The net proceeds were used to repay a portion of the debt outstanding
under Whiting Oil and Gas’ credit agreement.
Common Stock
Offering—In February 2009, the Parent Company completed a public offering
of its common stock, selling 8,450,000 shares of common stock at a price of
$29.00 per share and providing net proceeds of $234.8 million after
underwriters’ fees and offering expenses. The net proceeds were used to
repay a portion of the debt outstanding under Whiting Oil and Gas’ credit
agreement.
For
further information on the convertible perpetual preferred stock offering and
the common stock offering, refer to the Stockholders’ Equity note to the
consolidated financial statements of the Registrant.
On April
30, 2008, the Parent Company completed an initial public offering of units of
beneficial interest in Whiting USA Trust I (the “Trust”), selling
11,677,500 Trust units at $20.00 per Trust unit, and providing net proceeds of
$193.7 million after underwriters’ fees, offering expenses and post-close
adjustments.
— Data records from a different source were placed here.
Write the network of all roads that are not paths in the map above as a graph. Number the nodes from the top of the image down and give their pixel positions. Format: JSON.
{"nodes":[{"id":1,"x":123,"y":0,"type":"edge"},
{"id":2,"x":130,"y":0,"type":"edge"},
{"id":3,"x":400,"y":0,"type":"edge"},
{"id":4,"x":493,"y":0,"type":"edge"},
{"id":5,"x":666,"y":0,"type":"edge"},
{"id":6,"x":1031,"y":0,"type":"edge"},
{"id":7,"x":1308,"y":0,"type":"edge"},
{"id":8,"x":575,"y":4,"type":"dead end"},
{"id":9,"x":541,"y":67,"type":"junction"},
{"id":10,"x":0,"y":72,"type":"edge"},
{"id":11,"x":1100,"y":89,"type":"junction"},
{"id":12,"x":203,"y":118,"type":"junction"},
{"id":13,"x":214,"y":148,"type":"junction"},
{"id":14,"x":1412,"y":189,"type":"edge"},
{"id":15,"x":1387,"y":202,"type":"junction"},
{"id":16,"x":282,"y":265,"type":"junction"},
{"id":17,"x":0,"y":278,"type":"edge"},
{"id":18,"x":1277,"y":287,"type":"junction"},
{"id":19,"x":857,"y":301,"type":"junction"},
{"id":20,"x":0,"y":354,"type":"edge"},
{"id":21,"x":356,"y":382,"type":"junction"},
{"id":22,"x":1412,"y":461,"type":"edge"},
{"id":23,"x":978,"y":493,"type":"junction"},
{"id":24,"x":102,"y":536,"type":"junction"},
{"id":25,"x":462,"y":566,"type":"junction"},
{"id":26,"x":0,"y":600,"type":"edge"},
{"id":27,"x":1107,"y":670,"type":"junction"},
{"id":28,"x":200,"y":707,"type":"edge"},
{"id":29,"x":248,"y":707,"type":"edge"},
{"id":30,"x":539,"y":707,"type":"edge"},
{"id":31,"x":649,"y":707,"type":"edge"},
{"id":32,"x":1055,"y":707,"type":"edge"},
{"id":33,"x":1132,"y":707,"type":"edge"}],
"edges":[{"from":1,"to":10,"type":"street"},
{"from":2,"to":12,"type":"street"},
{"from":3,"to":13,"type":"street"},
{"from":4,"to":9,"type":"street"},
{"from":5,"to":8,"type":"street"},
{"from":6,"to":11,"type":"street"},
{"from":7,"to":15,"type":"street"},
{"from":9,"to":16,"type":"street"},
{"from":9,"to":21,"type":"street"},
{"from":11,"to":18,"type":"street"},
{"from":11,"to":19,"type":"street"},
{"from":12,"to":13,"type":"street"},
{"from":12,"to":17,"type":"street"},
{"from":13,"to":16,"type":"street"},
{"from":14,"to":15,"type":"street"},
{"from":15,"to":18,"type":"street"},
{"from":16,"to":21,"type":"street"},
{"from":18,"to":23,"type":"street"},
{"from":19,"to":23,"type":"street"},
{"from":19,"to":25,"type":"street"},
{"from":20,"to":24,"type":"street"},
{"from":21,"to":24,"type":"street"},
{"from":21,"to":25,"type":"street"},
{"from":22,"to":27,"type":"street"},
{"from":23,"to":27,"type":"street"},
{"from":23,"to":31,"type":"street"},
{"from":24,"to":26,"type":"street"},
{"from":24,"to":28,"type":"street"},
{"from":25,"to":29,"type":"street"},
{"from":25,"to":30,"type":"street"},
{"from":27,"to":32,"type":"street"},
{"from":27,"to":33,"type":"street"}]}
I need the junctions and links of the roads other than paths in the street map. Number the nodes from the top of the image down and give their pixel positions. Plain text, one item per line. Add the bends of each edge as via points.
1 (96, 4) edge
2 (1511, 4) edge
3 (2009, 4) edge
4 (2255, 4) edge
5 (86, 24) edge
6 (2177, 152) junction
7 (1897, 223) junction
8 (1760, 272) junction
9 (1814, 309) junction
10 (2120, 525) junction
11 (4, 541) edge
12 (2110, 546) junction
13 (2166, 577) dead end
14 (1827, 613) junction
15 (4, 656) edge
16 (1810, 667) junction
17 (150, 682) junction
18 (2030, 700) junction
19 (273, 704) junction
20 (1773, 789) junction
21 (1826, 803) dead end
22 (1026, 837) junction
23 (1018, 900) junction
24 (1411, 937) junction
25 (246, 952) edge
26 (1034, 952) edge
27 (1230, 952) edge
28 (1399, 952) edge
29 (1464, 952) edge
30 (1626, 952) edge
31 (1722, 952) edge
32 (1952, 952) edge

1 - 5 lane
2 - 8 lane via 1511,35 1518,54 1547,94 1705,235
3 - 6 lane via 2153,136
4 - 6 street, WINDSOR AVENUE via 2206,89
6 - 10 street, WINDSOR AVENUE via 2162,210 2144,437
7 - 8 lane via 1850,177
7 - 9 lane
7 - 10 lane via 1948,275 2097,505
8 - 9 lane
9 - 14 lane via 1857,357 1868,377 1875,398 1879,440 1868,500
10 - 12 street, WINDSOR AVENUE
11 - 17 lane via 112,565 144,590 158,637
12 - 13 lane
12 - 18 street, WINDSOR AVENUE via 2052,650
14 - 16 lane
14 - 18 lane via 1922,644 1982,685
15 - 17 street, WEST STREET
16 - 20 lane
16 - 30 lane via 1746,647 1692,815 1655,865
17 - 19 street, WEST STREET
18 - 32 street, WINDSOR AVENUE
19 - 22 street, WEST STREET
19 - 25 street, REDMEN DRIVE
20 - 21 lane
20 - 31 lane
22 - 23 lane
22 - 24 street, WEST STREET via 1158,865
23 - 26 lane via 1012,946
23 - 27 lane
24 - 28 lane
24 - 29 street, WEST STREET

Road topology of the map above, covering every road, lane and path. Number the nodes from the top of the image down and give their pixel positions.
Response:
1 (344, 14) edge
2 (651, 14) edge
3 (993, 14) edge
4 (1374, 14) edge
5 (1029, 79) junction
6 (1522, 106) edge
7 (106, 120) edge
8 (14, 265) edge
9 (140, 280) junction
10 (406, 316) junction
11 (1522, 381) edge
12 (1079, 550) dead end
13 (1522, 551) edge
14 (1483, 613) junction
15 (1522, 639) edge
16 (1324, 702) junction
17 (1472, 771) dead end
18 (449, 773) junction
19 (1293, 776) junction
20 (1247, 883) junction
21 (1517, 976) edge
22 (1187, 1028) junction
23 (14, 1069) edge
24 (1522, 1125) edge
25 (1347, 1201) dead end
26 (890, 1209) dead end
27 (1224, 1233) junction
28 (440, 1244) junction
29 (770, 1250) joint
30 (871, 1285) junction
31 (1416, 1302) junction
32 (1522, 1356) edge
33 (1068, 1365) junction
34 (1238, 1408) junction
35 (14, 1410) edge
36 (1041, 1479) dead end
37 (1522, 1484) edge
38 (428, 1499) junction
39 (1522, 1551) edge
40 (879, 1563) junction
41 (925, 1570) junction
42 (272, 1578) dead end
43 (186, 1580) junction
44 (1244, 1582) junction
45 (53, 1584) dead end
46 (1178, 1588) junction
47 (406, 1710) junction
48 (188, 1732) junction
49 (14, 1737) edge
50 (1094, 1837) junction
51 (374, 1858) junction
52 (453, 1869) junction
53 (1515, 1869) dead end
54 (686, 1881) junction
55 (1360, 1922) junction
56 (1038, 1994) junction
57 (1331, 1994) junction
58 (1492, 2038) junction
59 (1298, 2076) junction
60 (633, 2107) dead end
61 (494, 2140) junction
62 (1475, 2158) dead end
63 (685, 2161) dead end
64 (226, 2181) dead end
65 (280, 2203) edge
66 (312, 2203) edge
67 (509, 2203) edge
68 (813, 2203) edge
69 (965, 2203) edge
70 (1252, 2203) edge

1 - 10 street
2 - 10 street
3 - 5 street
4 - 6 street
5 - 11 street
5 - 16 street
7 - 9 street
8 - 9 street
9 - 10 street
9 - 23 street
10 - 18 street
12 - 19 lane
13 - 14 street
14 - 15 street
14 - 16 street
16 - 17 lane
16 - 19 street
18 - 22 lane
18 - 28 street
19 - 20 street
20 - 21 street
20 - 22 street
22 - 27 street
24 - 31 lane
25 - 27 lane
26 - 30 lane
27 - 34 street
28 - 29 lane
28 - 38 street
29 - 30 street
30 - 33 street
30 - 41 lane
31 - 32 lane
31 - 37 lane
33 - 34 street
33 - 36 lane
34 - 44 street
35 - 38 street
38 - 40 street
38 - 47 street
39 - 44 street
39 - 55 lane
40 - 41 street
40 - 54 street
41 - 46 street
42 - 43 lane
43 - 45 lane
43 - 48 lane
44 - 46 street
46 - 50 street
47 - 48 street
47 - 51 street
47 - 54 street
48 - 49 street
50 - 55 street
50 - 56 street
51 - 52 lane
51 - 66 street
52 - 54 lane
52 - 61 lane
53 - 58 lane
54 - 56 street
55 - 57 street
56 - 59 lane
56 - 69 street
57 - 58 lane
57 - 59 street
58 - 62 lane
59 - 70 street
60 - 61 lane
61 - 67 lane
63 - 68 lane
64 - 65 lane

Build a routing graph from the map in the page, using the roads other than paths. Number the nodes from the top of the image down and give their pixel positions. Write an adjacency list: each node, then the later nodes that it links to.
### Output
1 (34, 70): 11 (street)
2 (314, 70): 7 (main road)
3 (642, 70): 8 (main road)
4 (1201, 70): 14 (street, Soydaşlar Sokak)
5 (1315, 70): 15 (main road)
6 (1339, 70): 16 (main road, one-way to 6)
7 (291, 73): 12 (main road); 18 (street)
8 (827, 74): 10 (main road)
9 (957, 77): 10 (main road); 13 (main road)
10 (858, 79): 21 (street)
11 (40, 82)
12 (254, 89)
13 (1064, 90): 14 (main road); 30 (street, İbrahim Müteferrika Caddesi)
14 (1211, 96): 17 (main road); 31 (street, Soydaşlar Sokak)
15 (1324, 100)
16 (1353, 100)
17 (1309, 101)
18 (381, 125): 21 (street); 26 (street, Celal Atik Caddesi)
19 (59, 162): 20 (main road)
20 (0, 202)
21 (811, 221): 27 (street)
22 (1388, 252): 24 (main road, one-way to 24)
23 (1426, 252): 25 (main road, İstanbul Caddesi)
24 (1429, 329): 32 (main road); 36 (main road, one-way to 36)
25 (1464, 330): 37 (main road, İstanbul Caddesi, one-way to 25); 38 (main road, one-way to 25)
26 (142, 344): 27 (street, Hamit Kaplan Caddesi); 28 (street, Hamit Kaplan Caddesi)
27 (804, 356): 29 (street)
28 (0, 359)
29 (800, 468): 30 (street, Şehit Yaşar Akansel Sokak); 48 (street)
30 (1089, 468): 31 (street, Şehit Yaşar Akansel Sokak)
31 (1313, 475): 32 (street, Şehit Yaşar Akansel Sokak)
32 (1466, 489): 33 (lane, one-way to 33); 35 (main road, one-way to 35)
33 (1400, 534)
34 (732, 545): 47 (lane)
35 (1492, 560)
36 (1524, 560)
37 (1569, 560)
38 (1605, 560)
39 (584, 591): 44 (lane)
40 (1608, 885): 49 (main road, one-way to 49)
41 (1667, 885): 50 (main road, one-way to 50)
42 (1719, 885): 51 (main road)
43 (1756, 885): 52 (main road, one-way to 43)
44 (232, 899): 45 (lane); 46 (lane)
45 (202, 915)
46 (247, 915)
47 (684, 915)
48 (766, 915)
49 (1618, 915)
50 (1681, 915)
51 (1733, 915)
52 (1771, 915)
The Parent Company used the offering net proceeds to
repay a portion of the debt outstanding under Whiting Oil and Gas’ credit
agreement. Immediately prior to the closing of the offering, Whiting
Oil and Gas conveyed a term net profits interest in certain of its oil and
natural gas properties to the Trust in exchange for 13,863,889 Trust units,
which Trust units were in turn transferred from Whiting Oil and Gas to the
Parent Company. The Parent Company retained 15.8%, or 2,186,389 Trust
units, of the total Trust units issued and outstanding.
The net
profits interest entitles the Trust to receive 90% of the net proceeds from the
sale of oil and natural gas production from the underlying
properties. The net profits interest will terminate at the time when
9.11 MMBOE have been produced and sold from the underlying
properties. This is the equivalent of 8.20 MMBOE in respect of the
Trust’s right to receive 90% of the net proceeds from such production pursuant
to the net profits interest, and these reserve quantities are projected to be
produced by August 31, 2018, based on the reserve report for the underlying
properties as of December 31, 2009. The Trust will soon thereafter
wind up its affairs and terminate.
The
Parent Company has evaluated subsequent events through the date that these
financial statements were issued. The following information is
disclosed as a nonrecognized subsequent event:
On
February 15, 2010, the Parent Company declared a dividend of $1.5625 per share
on its 6.25% convertible perpetual preferred stock. The dividend is
payable on March 15, 2010 to holders of record on March 1, 2010.
******
Pursuant
to the requirements of Section 13 or 15(d) of the Securities Exchange Act of
1934, the Registrant has duly caused this report to be signed on its behalf by
the undersigned, thereunto duly authorized, on this 1st day of March,
2010.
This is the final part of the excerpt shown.